The burnt tanker was valued at N400,000.00 less N2,000.00 depreciation value. Part of this award has still not been paid by the appellants. The amount nowadays may not buy even a scrap of the vehicle. The value of the petrol in the burnt tanker as given by the 1st respondent during his testimony before the trial court had not been challenged. He was not cross-examined on the assessed value of the destroyed fuel. Therefore any submission by the appellants’ counsel on the value of the burnt petrol cannot be sustained now-See Adisa v. Afuye (1994) 1 NWLR (Pt. 318) 75 at 88-89. The decision of the Court of Appeal on the assessment of damages is, in my view, unimpeachable. Normally where the vehicle which is involved in an accident through the negligence of another is a total loss “or write off” the plaintiff is entitled as damages only to the pre-accident market value of the vehicle less the value of the vehicle as scrap (if any) plus damages for loss of earnings apart from any specific items of special damages proved. See Armel’s Transport Ltd. v. Madam Tinuke Martins (1970) 1 All NLR 27. It is plain therefore that the issue formulated by the appellants’ counsel in the appellant’s brief on the assessment of damages must also be resolved in favour of the respondents.

In the result, this appeal fails and it is dismissed. The judgment of the Court of Appeal is hereby affirmed. I assess N10,000.00 costs in favour of the respondent.
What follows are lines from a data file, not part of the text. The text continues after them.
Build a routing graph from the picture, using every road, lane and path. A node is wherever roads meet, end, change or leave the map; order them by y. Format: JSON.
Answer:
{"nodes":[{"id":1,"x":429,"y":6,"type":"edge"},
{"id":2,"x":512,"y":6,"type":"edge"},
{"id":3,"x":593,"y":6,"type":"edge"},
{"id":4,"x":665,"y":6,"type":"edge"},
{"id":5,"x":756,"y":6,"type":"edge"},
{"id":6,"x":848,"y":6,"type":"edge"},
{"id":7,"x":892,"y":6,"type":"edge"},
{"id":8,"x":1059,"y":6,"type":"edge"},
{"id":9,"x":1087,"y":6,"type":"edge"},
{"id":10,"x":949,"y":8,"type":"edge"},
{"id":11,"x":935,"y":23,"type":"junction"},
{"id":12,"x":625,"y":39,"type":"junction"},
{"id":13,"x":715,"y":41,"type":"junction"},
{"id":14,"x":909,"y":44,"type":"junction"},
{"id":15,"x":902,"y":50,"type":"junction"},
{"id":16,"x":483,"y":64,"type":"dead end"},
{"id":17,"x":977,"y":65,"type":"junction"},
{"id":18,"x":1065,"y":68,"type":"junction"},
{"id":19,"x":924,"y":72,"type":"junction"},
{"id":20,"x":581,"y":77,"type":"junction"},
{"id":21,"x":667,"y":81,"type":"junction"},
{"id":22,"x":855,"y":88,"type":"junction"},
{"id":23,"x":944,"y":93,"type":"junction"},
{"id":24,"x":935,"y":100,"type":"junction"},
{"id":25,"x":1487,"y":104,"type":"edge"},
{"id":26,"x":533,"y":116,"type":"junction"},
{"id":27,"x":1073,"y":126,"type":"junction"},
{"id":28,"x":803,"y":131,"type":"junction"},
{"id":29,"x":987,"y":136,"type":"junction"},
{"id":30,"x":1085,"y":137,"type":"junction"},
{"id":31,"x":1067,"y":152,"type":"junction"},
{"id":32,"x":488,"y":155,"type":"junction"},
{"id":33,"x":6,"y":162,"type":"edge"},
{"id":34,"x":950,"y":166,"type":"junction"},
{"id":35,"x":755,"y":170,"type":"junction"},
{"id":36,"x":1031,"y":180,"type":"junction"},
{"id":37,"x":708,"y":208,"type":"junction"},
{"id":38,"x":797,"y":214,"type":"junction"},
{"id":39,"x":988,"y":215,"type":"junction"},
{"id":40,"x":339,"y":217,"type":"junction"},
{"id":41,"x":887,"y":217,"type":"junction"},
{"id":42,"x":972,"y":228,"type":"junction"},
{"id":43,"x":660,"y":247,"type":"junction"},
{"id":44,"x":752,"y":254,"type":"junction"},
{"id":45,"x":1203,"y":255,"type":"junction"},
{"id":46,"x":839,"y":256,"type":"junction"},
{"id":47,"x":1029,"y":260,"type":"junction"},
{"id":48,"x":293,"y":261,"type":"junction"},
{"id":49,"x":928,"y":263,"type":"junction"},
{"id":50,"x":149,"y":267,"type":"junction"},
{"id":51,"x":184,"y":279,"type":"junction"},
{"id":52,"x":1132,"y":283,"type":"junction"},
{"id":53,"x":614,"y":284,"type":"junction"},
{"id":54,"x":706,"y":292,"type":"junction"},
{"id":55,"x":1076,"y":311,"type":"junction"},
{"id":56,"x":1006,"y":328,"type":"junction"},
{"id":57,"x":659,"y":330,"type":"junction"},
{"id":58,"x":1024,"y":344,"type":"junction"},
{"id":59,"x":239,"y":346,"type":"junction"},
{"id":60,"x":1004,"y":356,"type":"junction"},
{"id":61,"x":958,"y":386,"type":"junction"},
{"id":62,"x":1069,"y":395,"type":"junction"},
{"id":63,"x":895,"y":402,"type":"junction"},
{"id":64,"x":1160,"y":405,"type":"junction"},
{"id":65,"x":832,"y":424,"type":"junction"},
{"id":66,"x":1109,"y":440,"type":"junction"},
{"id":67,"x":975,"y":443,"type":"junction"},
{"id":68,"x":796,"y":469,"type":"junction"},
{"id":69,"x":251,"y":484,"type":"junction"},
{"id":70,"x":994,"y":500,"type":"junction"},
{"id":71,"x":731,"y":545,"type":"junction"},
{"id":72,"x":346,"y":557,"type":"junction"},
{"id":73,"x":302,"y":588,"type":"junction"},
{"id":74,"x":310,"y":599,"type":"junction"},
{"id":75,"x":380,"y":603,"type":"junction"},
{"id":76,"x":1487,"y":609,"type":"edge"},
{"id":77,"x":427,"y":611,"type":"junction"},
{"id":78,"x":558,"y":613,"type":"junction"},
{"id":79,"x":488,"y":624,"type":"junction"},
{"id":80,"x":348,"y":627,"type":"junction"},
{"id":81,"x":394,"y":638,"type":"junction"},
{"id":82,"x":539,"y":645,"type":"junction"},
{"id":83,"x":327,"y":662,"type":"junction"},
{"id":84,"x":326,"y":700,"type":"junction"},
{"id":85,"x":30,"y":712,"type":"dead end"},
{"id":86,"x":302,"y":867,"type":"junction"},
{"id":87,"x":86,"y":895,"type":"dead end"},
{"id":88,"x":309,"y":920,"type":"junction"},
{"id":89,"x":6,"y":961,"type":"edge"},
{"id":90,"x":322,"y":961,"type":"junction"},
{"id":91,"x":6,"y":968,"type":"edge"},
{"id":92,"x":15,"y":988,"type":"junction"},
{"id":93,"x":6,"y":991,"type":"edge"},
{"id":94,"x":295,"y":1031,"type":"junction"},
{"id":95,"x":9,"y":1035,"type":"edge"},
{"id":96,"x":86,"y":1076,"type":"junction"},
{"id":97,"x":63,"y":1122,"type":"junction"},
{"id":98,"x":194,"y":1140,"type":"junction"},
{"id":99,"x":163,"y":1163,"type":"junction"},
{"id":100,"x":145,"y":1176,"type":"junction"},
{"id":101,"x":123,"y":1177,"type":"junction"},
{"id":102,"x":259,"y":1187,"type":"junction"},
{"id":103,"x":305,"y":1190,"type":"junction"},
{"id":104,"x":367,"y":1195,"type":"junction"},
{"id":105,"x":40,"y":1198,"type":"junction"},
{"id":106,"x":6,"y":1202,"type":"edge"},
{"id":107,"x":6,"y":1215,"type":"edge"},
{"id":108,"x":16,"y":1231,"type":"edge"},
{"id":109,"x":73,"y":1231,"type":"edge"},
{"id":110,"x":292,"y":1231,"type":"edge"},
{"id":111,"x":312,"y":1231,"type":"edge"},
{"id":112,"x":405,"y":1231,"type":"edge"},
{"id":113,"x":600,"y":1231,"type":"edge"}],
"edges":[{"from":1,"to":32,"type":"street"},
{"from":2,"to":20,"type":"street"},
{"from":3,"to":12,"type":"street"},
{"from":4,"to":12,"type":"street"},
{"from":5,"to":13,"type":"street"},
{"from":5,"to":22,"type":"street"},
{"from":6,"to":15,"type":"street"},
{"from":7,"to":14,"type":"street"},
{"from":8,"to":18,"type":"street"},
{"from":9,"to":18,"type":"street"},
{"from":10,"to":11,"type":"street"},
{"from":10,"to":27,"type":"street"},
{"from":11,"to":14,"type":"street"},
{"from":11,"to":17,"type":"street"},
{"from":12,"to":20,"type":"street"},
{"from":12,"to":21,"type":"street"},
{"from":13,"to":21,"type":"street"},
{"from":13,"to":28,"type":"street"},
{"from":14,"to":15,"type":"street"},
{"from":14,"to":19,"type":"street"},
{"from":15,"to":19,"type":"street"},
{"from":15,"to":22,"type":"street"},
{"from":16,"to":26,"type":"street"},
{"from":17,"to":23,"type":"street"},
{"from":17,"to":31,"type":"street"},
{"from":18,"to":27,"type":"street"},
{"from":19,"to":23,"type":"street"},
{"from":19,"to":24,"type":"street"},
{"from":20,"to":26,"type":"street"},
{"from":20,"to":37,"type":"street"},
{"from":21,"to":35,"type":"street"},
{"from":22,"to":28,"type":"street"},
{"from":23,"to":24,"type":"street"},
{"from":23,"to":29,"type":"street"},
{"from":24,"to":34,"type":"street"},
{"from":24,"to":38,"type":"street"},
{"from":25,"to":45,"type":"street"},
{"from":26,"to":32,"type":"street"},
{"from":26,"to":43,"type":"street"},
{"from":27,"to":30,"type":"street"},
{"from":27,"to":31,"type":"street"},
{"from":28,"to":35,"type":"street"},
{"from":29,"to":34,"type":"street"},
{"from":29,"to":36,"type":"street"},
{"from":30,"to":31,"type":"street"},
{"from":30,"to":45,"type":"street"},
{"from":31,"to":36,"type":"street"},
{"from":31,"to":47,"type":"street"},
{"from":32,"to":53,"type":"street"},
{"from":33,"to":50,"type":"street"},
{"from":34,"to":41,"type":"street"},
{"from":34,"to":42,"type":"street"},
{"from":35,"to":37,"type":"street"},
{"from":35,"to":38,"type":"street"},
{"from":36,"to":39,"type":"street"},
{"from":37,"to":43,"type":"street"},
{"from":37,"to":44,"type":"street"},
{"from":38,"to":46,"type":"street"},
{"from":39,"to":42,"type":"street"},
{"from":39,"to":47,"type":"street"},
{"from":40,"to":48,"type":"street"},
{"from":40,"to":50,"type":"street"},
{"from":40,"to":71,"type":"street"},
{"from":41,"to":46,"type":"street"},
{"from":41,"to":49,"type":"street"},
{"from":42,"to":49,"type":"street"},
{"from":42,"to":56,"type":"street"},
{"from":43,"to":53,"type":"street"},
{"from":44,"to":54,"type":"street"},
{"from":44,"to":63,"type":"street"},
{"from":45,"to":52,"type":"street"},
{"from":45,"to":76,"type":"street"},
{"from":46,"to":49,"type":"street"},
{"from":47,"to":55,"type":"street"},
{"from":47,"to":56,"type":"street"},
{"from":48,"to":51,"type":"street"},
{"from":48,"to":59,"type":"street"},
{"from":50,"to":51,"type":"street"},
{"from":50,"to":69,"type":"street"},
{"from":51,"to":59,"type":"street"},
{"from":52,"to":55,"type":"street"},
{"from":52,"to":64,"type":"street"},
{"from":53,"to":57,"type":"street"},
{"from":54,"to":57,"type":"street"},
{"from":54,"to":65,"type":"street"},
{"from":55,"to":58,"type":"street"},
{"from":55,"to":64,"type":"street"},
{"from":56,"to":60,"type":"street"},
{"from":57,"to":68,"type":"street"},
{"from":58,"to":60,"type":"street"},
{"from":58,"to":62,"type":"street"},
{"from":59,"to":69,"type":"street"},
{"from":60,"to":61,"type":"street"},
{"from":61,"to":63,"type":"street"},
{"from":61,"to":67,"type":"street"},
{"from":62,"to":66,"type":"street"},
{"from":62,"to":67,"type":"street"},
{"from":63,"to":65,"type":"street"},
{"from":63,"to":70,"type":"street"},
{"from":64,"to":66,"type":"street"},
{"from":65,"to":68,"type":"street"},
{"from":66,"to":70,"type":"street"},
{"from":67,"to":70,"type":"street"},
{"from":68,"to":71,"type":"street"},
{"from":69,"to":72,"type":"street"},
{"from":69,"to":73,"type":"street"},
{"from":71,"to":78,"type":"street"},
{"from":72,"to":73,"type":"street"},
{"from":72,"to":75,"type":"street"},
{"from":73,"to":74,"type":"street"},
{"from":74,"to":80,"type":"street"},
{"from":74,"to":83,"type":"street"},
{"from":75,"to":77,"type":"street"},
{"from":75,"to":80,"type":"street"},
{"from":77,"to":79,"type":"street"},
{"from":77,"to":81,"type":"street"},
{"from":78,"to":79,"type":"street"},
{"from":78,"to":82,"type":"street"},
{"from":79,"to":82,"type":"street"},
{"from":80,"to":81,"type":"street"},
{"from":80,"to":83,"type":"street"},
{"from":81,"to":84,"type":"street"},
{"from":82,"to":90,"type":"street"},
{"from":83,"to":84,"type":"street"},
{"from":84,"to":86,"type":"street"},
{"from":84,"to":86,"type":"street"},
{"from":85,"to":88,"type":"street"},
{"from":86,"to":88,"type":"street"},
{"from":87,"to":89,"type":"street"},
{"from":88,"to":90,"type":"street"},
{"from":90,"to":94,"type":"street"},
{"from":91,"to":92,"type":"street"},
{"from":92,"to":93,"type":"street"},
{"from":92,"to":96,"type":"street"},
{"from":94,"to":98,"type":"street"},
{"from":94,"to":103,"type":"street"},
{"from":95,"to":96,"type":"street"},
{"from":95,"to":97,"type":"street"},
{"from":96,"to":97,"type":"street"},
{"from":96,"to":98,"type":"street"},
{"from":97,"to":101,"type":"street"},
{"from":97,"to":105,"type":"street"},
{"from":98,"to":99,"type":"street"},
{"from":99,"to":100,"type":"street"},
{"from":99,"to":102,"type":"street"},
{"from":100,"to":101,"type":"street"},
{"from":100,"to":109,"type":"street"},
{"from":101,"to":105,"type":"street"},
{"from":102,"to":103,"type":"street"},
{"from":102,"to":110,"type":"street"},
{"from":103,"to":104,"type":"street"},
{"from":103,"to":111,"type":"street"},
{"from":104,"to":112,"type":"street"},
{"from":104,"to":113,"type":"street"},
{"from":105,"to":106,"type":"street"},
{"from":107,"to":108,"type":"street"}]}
  1. B. WALI, JSC.: I have been privileged to read in advance a copy of the lead judgment of my learned brother, Uthman Mohammed, JSC., and I entirely agree with it. I however wish to add the following by way of contribution and emphasis.

In the High Court of the then Bendel State of Nigeria, the plaintiffs filed an action against the defendants claiming as follows:-

“On the 4th day of January, 1988, the plaintiff driver of vehicle No. BD 2426, Steyer diesel tanker was driving the said vehicle No. BD 2426 BF along the Benin-Asaba road, a public highway, within the jurisdiction heading towards Asaba direction and keeping to his lane the right hand side when the second named defendant the servant or agent of the first named defendant so negligently drove, managed and controlled a luxurious bus No. AN 7298G the property of the first named defendant along the said road coming from Asaba direction, that he caused or permitted the same to leave its own lane on to the lane of the said vehicle No. BD 2426 BF and collided with and damaged and set the said vehicle in flames. Whereof the plaintiff claim N700,000.00 (Seven Hundred Thousand Naira) general and special damages for negligence jointly and severally.”
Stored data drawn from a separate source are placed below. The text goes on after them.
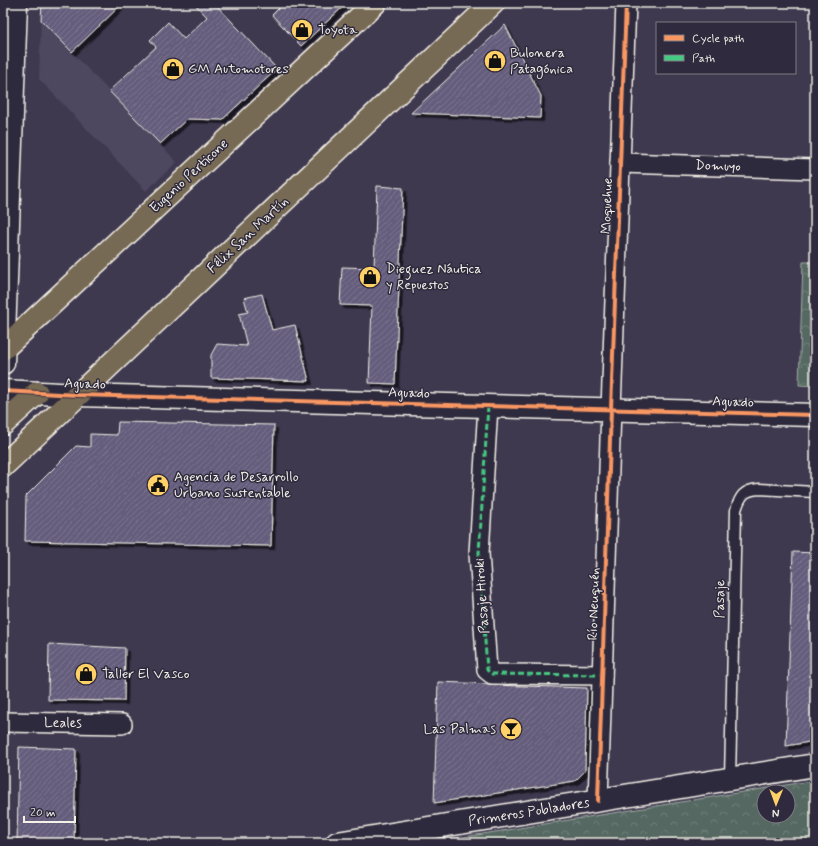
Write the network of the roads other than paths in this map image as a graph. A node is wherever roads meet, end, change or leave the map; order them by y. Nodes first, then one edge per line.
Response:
1 (16, 3) edge
2 (375, 3) edge
3 (493, 3) edge
4 (626, 3) edge
5 (620, 163) junction
6 (815, 170) edge
7 (3, 349) edge
8 (3, 363) edge
9 (3, 391) edge
10 (37, 393) junction
11 (78, 395) junction
12 (488, 406) junction
13 (611, 409) junction
14 (815, 415) edge
15 (3, 424) edge
16 (3, 466) edge
17 (815, 492) edge
18 (602, 675) junction
19 (3, 722) edge
20 (122, 724) dead end
21 (815, 765) edge
22 (730, 779) junction
23 (598, 801) junction
24 (337, 843) edge

1 - 7 street
2 - 7 highway, Eugenio Perticone
3 - 11 highway, Félix San Martín
4 - 5 street, Moquehue
5 - 6 street, Domuyo
5 - 13 street, Moquehue
7 - 8 street
9 - 10 street, Aguado
10 - 11 street, Aguado
10 - 15 highway
11 - 12 street, Aguado
11 - 16 highway, Félix San Martín
12 - 13 street, Aguado
12 - 18 street, Pasaje Hiroki
13 - 14 street, Aguado
13 - 18 street, Río Neuquén
17 - 22 lane, Pasaje
18 - 23 street, Río Neuquén
19 - 20 street, Leales
21 - 22 street, Primeros Pobladores
22 - 23 street, Primeros Pobladores
23 - 24 street, Primeros Pobladores

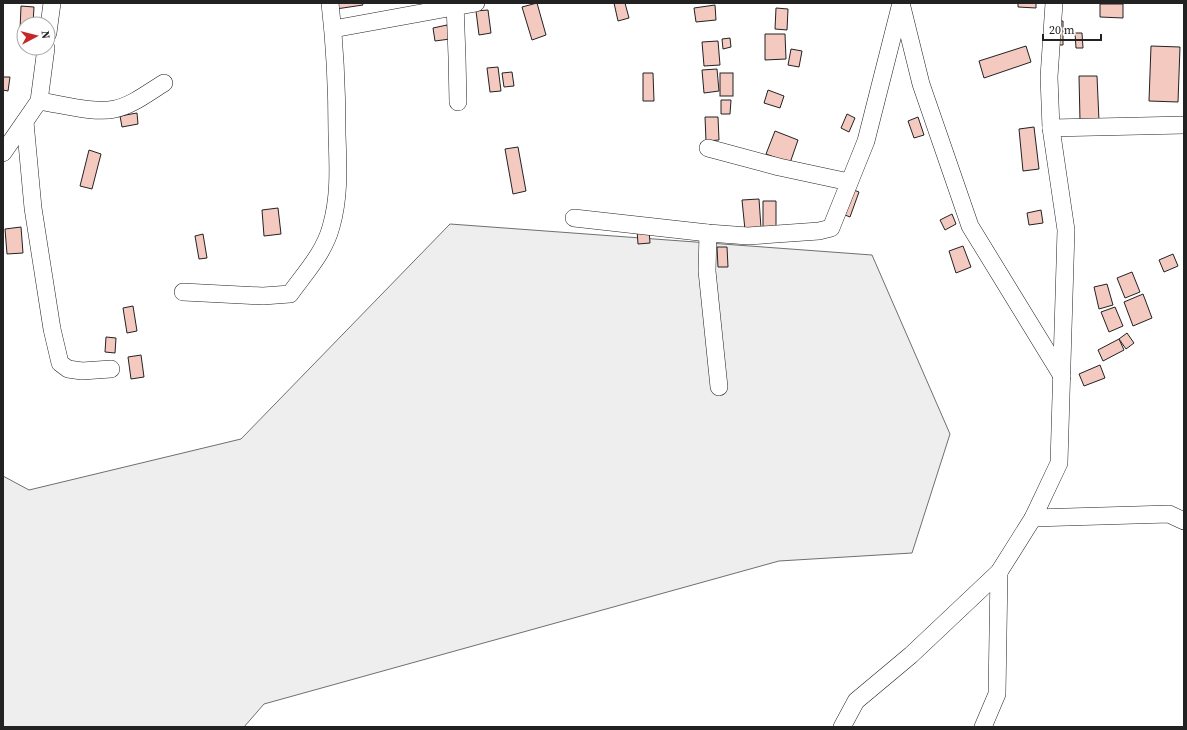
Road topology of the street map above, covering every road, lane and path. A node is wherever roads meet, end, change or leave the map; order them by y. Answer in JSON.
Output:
{"nodes":[{"id":1,"x":52,"y":3,"type":"edge"},
{"id":2,"x":330,"y":3,"type":"edge"},
{"id":3,"x":476,"y":3,"type":"edge"},
{"id":4,"x":901,"y":3,"type":"edge"},
{"id":5,"x":1054,"y":3,"type":"edge"},
{"id":6,"x":455,"y":5,"type":"edge"},
{"id":7,"x":50,"y":16,"type":"edge"},
{"id":8,"x":333,"y":29,"type":"junction"},
{"id":9,"x":45,"y":56,"type":"edge"},
{"id":10,"x":164,"y":83,"type":"dead end"},
{"id":11,"x":39,"y":101,"type":"junction"},
{"id":12,"x":458,"y":102,"type":"dead end"},
{"id":13,"x":25,"y":122,"type":"junction"},
{"id":14,"x":1184,"y":125,"type":"edge"},
{"id":15,"x":1051,"y":128,"type":"junction"},
{"id":16,"x":708,"y":148,"type":"dead end"},
{"id":17,"x":3,"y":153,"type":"edge"},
{"id":18,"x":849,"y":182,"type":"junction"},
{"id":19,"x":574,"y":218,"type":"dead end"},
{"id":20,"x":708,"y":233,"type":"junction"},
{"id":21,"x":183,"y":292,"type":"dead end"},
{"id":22,"x":111,"y":370,"type":"dead end"},
{"id":23,"x":1062,"y":376,"type":"junction"},
{"id":24,"x":719,"y":387,"type":"dead end"},
{"id":25,"x":1033,"y":518,"type":"junction"},
{"id":26,"x":1184,"y":521,"type":"edge"},
{"id":27,"x":999,"y":572,"type":"junction"},
{"id":28,"x":842,"y":727,"type":"edge"},
{"id":29,"x":983,"y":727,"type":"edge"}],
"edges":[{"from":1,"to":7,"type":"street"},
{"from":2,"to":8,"type":"street"},
{"from":3,"to":6,"type":"street"},
{"from":4,"to":18,"type":"street"},
{"from":4,"to":23,"type":"street"},
{"from":5,"to":15,"type":"street"},
{"from":6,"to":8,"type":"street"},
{"from":6,"to":12,"type":"street"},
{"from":8,"to":21,"type":"street"},
{"from":9,"to":11,"type":"street"},
{"from":10,"to":11,"type":"street"},
{"from":11,"to":13,"type":"street"},
{"from":13,"to":17,"type":"street"},
{"from":13,"to":22,"type":"street"},
{"from":14,"to":15,"type":"street"},
{"from":15,"to":23,"type":"street"},
{"from":16,"to":18,"type":"street"},
{"from":18,"to":20,"type":"street"},
{"from":19,"to":20,"type":"street"},
{"from":20,"to":24,"type":"street"},
{"from":23,"to":25,"type":"street"},
{"from":25,"to":26,"type":"street"},
{"from":25,"to":27,"type":"street"},
{"from":27,"to":28,"type":"street"},
{"from":27,"to":29,"type":"street"}]}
In the joint statement of claim by the 1st and the 2nd plaintiffs it was averred in paragraphs 7, 8, 9 and 10 thereof as follows:

The 1st plaintiff is owner of a Steyr diesel tanker with identification number BD 2426 BF and on the 14th January, 1988 the driver Henry Aigbiremolen, in the course of business was conveying a tanker full of petrol from Benin City to Umunede to Konkon petrol fuel depot. This will be founded and relied upon at the hearing.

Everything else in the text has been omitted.